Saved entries
+++
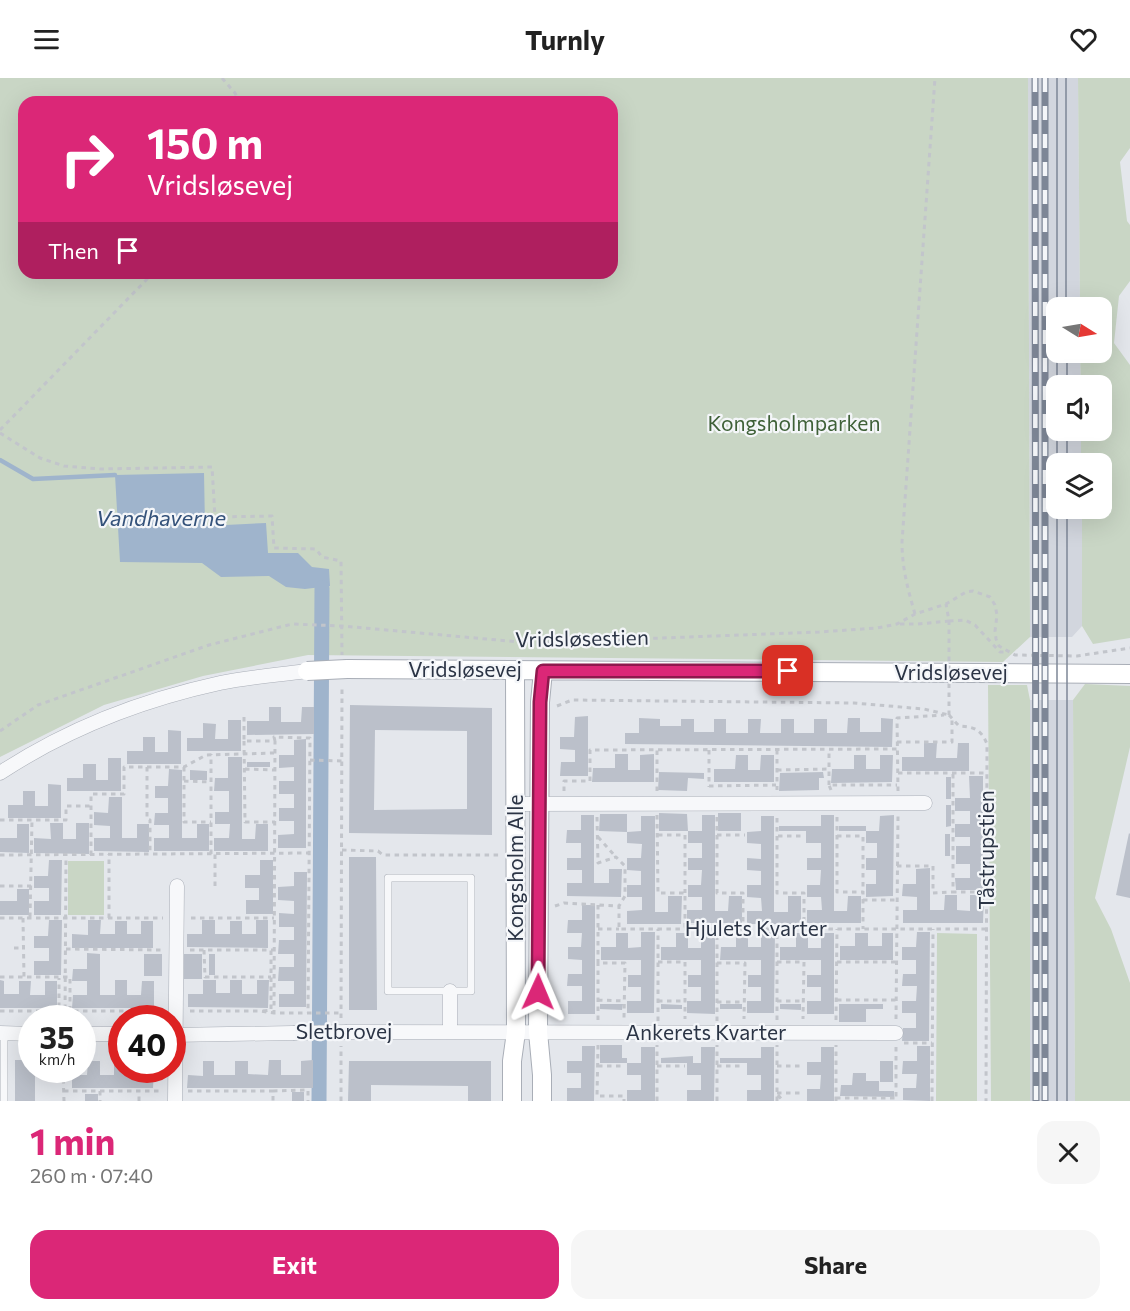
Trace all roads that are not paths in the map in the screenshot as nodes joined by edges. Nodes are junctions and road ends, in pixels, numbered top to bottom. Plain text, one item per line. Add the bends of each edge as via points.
1 (307, 671) joint
2 (515, 671) junction
3 (543, 671) junction
4 (1130, 674) edge
5 (0, 772) edge
6 (925, 803) dead end
7 (516, 804) junction
8 (539, 804) junction
9 (177, 886) dead end
10 (450, 991) junction
11 (175, 1005) edge
12 (450, 1031) junction
13 (516, 1032) junction
14 (538, 1032) junction
15 (2, 1033) edge
16 (896, 1033) road end
17 (18, 1034) edge
18 (186, 1035) edge
19 (175, 1083) edge
20 (4, 1101) edge
21 (175, 1101) edge
22 (512, 1101) edge
23 (542, 1101) edge

1 - 2 street, Vridsløsevej, bridge
1 - 5 street, Vridsløsevej via 220,683 150,701 82,727
2 - 3 street, Vridsløsevej
2 - 7 street, Kongsholm Alle
3 - 4 street, Vridsløsevej
3 - 8 street, Kongsholm Alle
6 - 8 street
7 - 8 street
7 - 13 street, Kongsholm Alle
8 - 14 street, Kongsholm Alle
9 - 11 street
10 - 10 lane via 388,991 388,878 471,878 471,991
10 - 12 street
12 - 13 street, Sletbrovej
12 - 18 street, Sletbrovej, bridge
13 - 14 street, Ankerets Kvarter
13 - 22 street, Kongsholm Alle
14 - 16 street, Ankerets Kvarter
14 - 23 street, Kongsholm Alle
15 - 17 street
15 - 20 lane
19 - 21 street

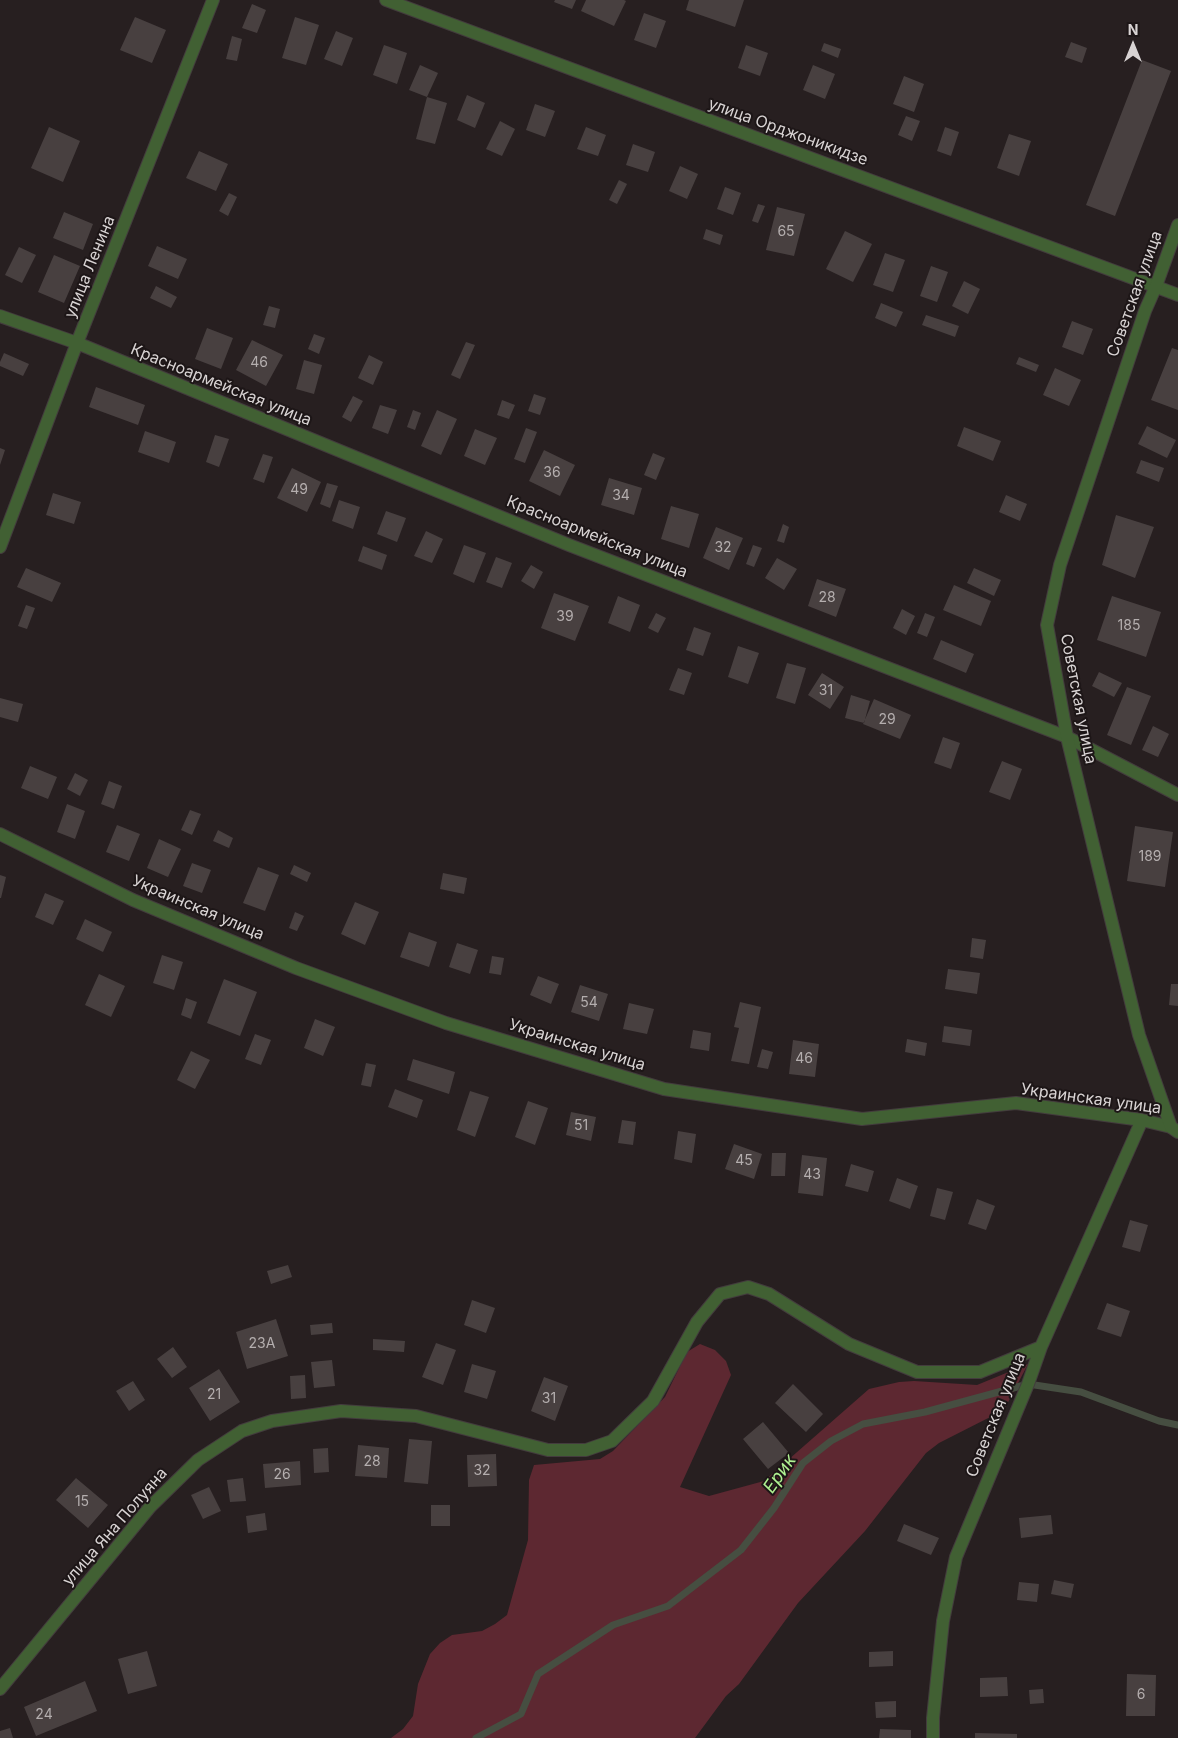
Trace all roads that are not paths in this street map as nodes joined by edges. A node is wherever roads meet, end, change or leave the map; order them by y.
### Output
1 (213, 0) edge
2 (386, 0) edge
3 (1178, 225) edge
4 (1156, 286) junction
5 (1178, 295) edge
6 (0, 316) edge
7 (77, 344) junction
8 (0, 547) edge
9 (1067, 737) junction
10 (1178, 795) edge
11 (0, 834) edge
12 (1142, 1120) junction
13 (1175, 1130) edge
14 (1041, 1347) junction
15 (0, 1689) edge
16 (933, 1738) edge

1 - 7 street, улица Ленина
2 - 4 street, улица Орджоникидзе
3 - 4 street, Советская улица
4 - 5 street, улица Орджоникидзе
4 - 9 street, Советская улица
6 - 7 street, Красноармейская улица
7 - 8 street, улица Ленина
7 - 9 street, Красноармейская улица
9 - 10 street, Красноармейская улица
9 - 13 street, Советская улица
11 - 12 street, Украинская улица
12 - 13 street, Украинская улица
12 - 14 street, Советская улица
14 - 15 street, улица Яна Полуяна
14 - 16 street, Советская улица

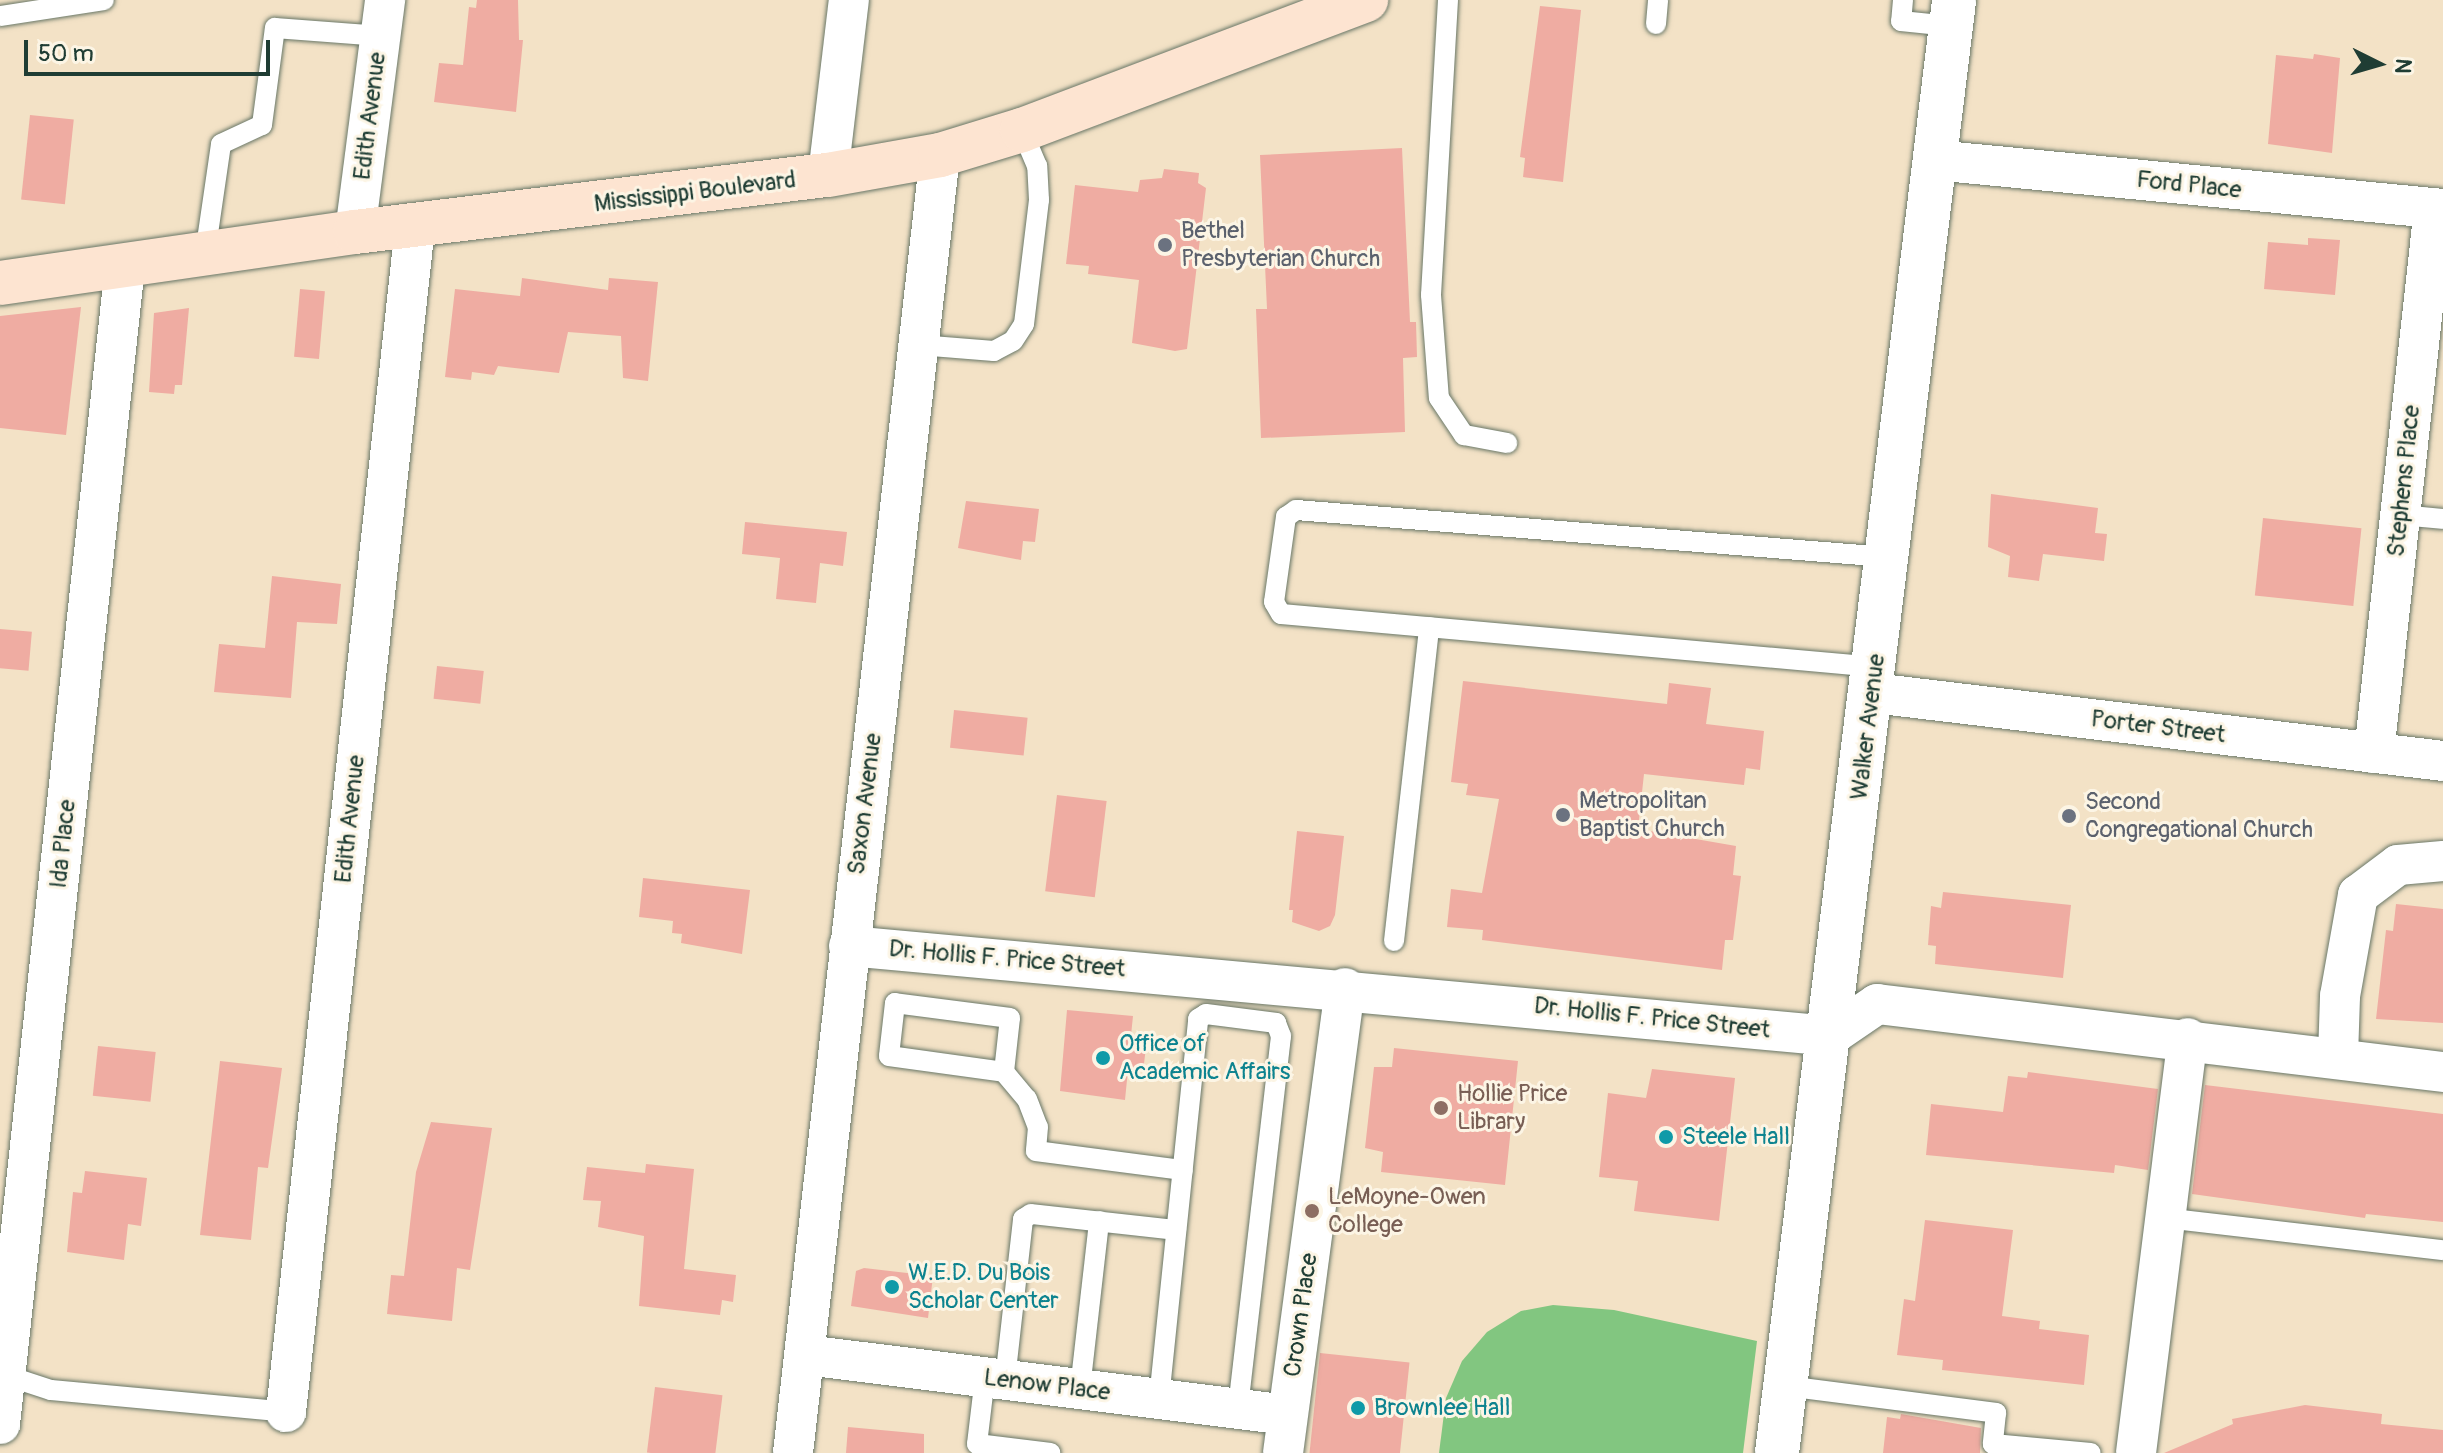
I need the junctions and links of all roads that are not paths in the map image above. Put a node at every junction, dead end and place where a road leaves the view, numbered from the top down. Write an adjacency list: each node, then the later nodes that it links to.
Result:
1 (104, 0): 8 (lane)
2 (849, 0): 14 (street)
3 (1366, 0): 11 (main road, Mississippi Boulevard)
4 (1448, 0): 22 (lane)
5 (1658, 0): 10 (lane)
6 (1903, 0): 7 (lane)
7 (1952, 13): 13 (street, Walker Avenue)
8 (0, 16)
9 (383, 18): 17 (street, Edith Avenue); 18 (lane)
10 (1656, 24)
11 (1022, 130): 12 (main road, Mississippi Boulevard); 21 (lane)
12 (940, 155): 14 (main road, Mississippi Boulevard); 21 (street, Saxon Avenue)
13 (1934, 160): 15 (street, Ford Place); 25 (street, Walker Avenue)
14 (828, 175): 16 (main road, Mississippi Boulevard)
15 (2438, 209): 23 (street, Stephens Place)
16 (415, 226): 17 (main road, Mississippi Boulevard); 51 (street, Edith Avenue)
17 (355, 232): 18 (main road, Mississippi Boulevard)
18 (205, 254): 19 (main road, Mississippi Boulevard)
19 (125, 265): 20 (main road, Mississippi Boulevard); 45 (street, Ida Place)
20 (0, 283)
21 (919, 345): 32 (street, Saxon Avenue)
22 (1507, 443)
23 (2400, 515): 24 (lane); 28 (street, Stephens Place)
24 (2443, 519)
25 (1887, 557): 26 (lane); 27 (street, Walker Avenue)
26 (1429, 627): 27 (lane); 31 (lane)
27 (1875, 680): 28 (street, Porter Street); 34 (street, Walker Avenue)
28 (2374, 753): 29 (street, Porter Street)
29 (2443, 761)
30 (2443, 861): 36 (street)
31 (1394, 941)
32 (849, 946): 33 (street, Dr. Hollis F. Price Street); 44 (street, Saxon Avenue)
33 (1345, 988): 34 (street, Dr. Hollis F. Price Street); 53 (street, Crown Place)
34 (1830, 1036): 35 (street); 47 (street, Walker Avenue)
35 (2188, 1038): 36 (street); 40 (street)
36 (2338, 1057): 38 (street)
37 (1004, 1072): 37 (lane); 39 (lane)
38 (2443, 1072)
39 (1183, 1170): 42 (lane); 50 (lane)
40 (2165, 1218): 43 (lane); 58 (street)
41 (1099, 1221): 42 (lane); 46 (lane); 48 (lane)
42 (1176, 1230): 49 (lane)
43 (2443, 1250)
44 (806, 1355): 46 (street, Lenow Place); 54 (street, Saxon Avenue)
45 (5, 1375): 51 (lane); 52 (street, Ida Place)
46 (995, 1378): 48 (street, Lenow Place); 55 (lane)
47 (1786, 1386): 56 (street, Walker Avenue); 57 (lane)
48 (1080, 1389): 49 (street, Lenow Place)
49 (1159, 1399): 50 (street, Lenow Place)
50 (1238, 1408): 53 (street, Lenow Place)
51 (286, 1412)
52 (0, 1424)
53 (1285, 1434)
54 (793, 1453)
55 (1050, 1453)
56 (1777, 1453)
57 (2091, 1453)
58 (2136, 1453)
+++
*WHAT YOU NEED TO DO:* From the entries above, extract every line where the word "nodes" appears.

*FINISHED EXERCISE:*
Trace all roads that are not paths in the map in the screenshot as nodes joined by edges. Nodes are junctions and road ends, in pixels, numbered top to bottom. Plain text, one item per line. Add the bends of each edge as via points.
Trace all roads that are not paths in this street map as nodes joined by edges. A node is wherever roads meet, end, change or leave the map; order them by y.
I need the junctions and links of all roads that are not paths in the map image above. Put a node at every junction, dead end and place where a road leaves the view, numbered from the top down. Write an adjacency list: each node, then the later nodes that it links to.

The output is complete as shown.